About the start of the twenty-first century, there had been teaching that miracles do not happen today. This micro-sect of so-called “Christianity” was short-lived. Even in the mid 1800s, Christians would teach new Christians to “tarry”, to wait for “the joy of the Lord”, receiving “baptism of the Holy Spirit” and God’s power with it.

That kind of “godliness without power” also feared emotional experiences while praying and singing worship to Jesus. It opposed Jesus’s spiritual superpower. Not having “power”, it faded when miracles returned.

Non-Christian “chi energy control” reorganizes what little power we already have. Through Holy Spirit baptism, Jesus plugs us into his power, supercharging us for all the same miracles—and greater—with superpower from the Creator God’s Holy Spirit Himself.

Matthew 8:23-27; 14:13-33; 15:32-39; 17:1-13; 26:52-54, Mark 4:35-41; 16:1-8, Luke 8:22-56, John 14:12-14, Acts 1:4-8, 1 Corinthians 13, 2 Timothy 3:1-5; 4:1-5

191 – Keep Going and Keep the Public Peace

One of the secret responsibilities of a leader—unwritten in every leader’s job description—is that a leader must never disturb the people.

It’s easy to gain fame and power through shock and awe, theater and thrill. But, that is not any kind of lasting model of leading. Such leaders are short lived, having countless, intense, quick-burnout relationships. Leaders that last in office and build societies and organizations that endure through industry, hardship, and conflict will be strong and confident, but they will keep the pace of society operating smoothly, never startling the people with false alarms.

Every society has its moments to rise up in reflection and wrath. The most peaceful societies are the most fierce when their wrath is roused. Consider that Canada was the only nation to ever overpower the United States in war, 1812. Or, consider William Wallace who wanted to be a priest. When actual tragedy strikes, a peacefully strong people will pause to gather their faculties before rooting out the problem permanently.

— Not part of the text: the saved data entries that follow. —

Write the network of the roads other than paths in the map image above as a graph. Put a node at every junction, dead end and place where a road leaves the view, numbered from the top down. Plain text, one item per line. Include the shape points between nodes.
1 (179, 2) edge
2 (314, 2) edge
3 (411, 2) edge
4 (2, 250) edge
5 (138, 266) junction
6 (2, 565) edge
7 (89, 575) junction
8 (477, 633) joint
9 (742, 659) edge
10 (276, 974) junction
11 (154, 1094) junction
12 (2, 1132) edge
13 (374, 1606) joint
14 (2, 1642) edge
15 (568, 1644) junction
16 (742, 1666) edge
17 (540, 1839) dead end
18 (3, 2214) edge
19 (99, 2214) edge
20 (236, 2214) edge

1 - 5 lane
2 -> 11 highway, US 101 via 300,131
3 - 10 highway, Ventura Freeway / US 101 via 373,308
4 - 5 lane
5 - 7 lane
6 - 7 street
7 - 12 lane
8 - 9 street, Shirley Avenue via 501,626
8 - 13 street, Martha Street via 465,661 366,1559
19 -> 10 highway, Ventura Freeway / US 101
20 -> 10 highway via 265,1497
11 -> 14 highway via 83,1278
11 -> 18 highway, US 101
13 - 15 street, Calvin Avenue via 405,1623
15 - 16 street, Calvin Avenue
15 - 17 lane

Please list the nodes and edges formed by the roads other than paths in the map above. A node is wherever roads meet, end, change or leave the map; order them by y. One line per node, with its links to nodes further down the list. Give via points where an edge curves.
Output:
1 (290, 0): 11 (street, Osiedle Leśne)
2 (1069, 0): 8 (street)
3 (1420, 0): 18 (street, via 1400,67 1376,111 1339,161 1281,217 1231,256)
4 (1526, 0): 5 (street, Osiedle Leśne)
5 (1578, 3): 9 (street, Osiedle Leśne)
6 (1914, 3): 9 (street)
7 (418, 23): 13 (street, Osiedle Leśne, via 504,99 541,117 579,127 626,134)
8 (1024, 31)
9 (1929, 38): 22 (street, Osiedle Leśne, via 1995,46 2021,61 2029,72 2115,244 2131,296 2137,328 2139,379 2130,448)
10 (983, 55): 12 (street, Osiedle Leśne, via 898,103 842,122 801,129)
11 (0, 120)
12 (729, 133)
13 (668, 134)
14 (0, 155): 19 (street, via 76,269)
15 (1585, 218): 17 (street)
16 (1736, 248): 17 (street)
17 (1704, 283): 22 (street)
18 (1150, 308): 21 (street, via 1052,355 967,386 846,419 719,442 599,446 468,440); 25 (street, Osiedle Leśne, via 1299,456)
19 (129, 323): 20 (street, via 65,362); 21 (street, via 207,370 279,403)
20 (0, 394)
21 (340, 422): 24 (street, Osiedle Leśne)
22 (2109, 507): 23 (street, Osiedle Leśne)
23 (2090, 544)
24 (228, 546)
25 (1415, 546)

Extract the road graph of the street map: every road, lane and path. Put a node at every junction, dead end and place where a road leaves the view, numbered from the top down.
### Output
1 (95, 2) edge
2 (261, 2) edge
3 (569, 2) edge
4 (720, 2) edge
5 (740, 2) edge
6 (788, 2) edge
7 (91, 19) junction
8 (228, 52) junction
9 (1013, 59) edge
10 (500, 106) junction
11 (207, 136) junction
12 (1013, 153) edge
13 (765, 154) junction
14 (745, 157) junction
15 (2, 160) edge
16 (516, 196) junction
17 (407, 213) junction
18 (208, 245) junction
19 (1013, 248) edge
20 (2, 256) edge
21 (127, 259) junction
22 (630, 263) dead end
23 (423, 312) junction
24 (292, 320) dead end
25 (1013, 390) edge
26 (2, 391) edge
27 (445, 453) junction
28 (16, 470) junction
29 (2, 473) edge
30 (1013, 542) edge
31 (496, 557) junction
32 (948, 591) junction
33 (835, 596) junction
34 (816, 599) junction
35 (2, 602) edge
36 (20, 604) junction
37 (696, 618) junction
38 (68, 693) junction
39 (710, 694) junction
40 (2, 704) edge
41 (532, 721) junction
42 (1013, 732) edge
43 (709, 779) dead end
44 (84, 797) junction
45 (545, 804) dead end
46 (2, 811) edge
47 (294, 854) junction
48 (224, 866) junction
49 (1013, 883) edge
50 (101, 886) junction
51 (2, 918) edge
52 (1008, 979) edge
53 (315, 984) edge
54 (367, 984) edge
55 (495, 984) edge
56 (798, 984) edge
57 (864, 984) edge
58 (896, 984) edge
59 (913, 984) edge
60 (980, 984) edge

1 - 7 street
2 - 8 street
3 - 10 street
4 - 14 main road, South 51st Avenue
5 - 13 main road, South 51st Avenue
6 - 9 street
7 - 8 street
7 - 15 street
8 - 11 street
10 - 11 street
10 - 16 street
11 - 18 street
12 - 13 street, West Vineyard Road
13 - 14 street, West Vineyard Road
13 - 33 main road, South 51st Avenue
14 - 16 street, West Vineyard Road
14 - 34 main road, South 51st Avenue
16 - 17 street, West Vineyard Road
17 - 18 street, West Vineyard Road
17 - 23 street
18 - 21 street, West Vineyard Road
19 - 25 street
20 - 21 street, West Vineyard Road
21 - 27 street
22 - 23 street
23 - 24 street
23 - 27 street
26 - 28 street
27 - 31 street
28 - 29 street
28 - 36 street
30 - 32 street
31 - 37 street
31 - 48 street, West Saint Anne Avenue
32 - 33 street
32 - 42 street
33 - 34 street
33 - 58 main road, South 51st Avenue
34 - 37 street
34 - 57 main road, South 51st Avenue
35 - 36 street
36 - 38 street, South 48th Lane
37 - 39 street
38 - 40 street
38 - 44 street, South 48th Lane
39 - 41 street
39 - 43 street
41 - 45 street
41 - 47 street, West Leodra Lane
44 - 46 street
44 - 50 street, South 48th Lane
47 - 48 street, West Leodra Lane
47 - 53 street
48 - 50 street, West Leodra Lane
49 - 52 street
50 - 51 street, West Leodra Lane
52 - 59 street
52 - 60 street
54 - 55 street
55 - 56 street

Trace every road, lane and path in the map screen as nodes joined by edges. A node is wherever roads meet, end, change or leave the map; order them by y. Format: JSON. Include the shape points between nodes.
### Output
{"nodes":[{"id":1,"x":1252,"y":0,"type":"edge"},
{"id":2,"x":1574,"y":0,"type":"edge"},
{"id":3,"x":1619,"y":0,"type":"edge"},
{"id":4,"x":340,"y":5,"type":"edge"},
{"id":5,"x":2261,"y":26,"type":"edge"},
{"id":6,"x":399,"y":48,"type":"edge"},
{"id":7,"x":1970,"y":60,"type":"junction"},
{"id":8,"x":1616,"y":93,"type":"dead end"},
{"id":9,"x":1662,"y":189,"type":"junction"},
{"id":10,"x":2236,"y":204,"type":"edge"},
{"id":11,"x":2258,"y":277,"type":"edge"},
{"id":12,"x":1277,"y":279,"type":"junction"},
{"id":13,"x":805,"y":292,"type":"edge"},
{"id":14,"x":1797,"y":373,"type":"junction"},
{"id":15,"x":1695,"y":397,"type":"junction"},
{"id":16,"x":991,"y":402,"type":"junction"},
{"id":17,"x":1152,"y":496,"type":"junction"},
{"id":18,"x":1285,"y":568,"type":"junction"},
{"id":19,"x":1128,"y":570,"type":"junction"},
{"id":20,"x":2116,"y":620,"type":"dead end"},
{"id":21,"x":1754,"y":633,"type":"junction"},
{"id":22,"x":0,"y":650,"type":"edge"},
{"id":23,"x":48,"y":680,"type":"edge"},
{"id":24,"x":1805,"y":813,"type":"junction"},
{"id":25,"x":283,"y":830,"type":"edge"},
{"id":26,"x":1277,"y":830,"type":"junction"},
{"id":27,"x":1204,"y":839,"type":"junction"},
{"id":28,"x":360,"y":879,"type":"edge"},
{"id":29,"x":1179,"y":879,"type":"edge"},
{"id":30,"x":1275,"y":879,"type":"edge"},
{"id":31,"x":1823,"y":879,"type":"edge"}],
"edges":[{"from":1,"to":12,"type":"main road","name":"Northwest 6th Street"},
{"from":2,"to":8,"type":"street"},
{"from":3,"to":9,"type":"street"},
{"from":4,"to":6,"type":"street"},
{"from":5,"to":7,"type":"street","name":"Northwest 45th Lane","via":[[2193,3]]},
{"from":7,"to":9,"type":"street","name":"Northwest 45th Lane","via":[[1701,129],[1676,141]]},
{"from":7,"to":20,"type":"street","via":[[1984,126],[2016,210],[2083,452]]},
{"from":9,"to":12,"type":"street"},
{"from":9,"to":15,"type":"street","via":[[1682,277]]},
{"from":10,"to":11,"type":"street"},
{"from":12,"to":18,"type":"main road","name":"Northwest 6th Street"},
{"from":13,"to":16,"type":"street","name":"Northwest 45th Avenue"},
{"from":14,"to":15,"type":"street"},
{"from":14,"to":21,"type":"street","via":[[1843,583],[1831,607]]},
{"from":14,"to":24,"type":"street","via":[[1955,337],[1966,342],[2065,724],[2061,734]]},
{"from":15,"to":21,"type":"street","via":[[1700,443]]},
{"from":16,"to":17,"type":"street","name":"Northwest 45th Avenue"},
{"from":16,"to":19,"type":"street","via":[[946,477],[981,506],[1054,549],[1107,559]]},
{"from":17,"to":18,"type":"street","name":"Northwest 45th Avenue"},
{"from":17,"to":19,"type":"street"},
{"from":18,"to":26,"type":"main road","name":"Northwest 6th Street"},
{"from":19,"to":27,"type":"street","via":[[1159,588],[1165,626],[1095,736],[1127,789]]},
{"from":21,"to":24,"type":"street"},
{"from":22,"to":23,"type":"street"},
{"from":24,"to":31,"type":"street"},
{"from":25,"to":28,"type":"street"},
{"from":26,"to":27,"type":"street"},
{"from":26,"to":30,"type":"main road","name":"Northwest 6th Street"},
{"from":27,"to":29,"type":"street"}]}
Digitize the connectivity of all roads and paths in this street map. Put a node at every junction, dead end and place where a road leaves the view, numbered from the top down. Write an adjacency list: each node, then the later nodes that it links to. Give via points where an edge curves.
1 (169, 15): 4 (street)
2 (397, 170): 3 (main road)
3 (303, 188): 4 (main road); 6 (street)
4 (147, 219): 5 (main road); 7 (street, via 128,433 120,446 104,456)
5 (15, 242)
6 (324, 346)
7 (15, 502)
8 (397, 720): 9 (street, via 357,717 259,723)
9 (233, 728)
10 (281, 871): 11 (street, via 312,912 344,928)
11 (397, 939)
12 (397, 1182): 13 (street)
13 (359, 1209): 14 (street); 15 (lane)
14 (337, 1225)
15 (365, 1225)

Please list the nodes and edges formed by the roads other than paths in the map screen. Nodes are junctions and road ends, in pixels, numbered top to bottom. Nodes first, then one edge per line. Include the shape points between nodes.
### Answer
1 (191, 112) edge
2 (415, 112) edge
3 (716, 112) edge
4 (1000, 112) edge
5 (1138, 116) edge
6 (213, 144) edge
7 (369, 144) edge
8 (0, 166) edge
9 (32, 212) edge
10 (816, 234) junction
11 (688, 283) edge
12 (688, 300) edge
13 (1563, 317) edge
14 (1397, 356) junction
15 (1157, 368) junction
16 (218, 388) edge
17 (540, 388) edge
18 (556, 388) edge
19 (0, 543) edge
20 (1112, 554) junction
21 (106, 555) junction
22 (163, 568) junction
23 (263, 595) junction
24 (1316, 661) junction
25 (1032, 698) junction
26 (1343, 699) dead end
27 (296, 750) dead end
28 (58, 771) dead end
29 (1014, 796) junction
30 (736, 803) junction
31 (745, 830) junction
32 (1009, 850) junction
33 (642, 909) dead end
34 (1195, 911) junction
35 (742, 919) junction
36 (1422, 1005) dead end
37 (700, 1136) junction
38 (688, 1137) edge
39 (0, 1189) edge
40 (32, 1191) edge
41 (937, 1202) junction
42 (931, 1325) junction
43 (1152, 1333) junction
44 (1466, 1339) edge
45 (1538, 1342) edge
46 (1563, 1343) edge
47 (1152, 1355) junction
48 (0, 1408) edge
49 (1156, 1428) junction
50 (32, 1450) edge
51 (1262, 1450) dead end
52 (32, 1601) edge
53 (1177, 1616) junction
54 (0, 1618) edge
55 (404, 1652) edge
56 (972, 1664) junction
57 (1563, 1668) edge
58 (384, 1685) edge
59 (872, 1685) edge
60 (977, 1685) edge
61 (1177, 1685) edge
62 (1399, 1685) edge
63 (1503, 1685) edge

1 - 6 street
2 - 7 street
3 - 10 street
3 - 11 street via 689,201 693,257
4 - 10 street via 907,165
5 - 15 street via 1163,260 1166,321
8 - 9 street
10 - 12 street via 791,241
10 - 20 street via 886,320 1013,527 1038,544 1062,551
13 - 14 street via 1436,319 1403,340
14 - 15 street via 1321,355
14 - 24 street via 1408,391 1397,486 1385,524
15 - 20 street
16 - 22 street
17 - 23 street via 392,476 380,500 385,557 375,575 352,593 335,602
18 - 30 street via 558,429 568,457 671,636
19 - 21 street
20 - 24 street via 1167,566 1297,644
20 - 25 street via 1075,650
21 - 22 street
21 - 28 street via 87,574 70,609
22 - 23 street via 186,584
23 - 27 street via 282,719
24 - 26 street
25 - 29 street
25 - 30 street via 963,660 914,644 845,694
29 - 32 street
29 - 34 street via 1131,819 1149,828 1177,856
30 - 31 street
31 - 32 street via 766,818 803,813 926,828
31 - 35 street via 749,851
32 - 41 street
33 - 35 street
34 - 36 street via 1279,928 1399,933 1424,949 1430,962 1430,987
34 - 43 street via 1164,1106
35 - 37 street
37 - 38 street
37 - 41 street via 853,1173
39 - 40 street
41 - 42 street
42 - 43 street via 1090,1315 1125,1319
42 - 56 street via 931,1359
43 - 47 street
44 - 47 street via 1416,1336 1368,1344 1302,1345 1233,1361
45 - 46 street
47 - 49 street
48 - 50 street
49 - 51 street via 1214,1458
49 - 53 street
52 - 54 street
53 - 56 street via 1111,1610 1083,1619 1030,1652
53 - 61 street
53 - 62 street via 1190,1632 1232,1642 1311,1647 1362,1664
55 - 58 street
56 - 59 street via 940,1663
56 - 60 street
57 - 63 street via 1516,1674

Beware of any people who thrive or work in peace. Black slaves of America were such a people, undermined by their slavemasters, but later a political force to be reckoned with, just as the Pilgrim-founded American colonies before them. Oppressing, insulting, or otherwise disturbing a peaceful people is a deadly sin.

Trains need to run on time, roads must remain clear, the disruptions of construction should be few and far between. Follow Chicago’s example and do roadwork at night if possible. Keep the economy functioning, avail jobs without the burden of over-regulation, and let people assemble and discuss whatever they want without nannying or censoring their free exchange of candid ideas.

When different peoples are at odds, don’t smack everyone who deserves a good smacking. The peace of the many doesn’t deserve the fallout of smacking the head of a family, business, or state. Be tolerant toward insults, sooth wounds, don’t gag the mouth the shrieks in pain no matter how much your animal instincts want to. Warn of transition’s bumpiness, but make it as smooth as people allow. Use charm, wit, and tact to keep dialog going and solve big problems one bite at a time.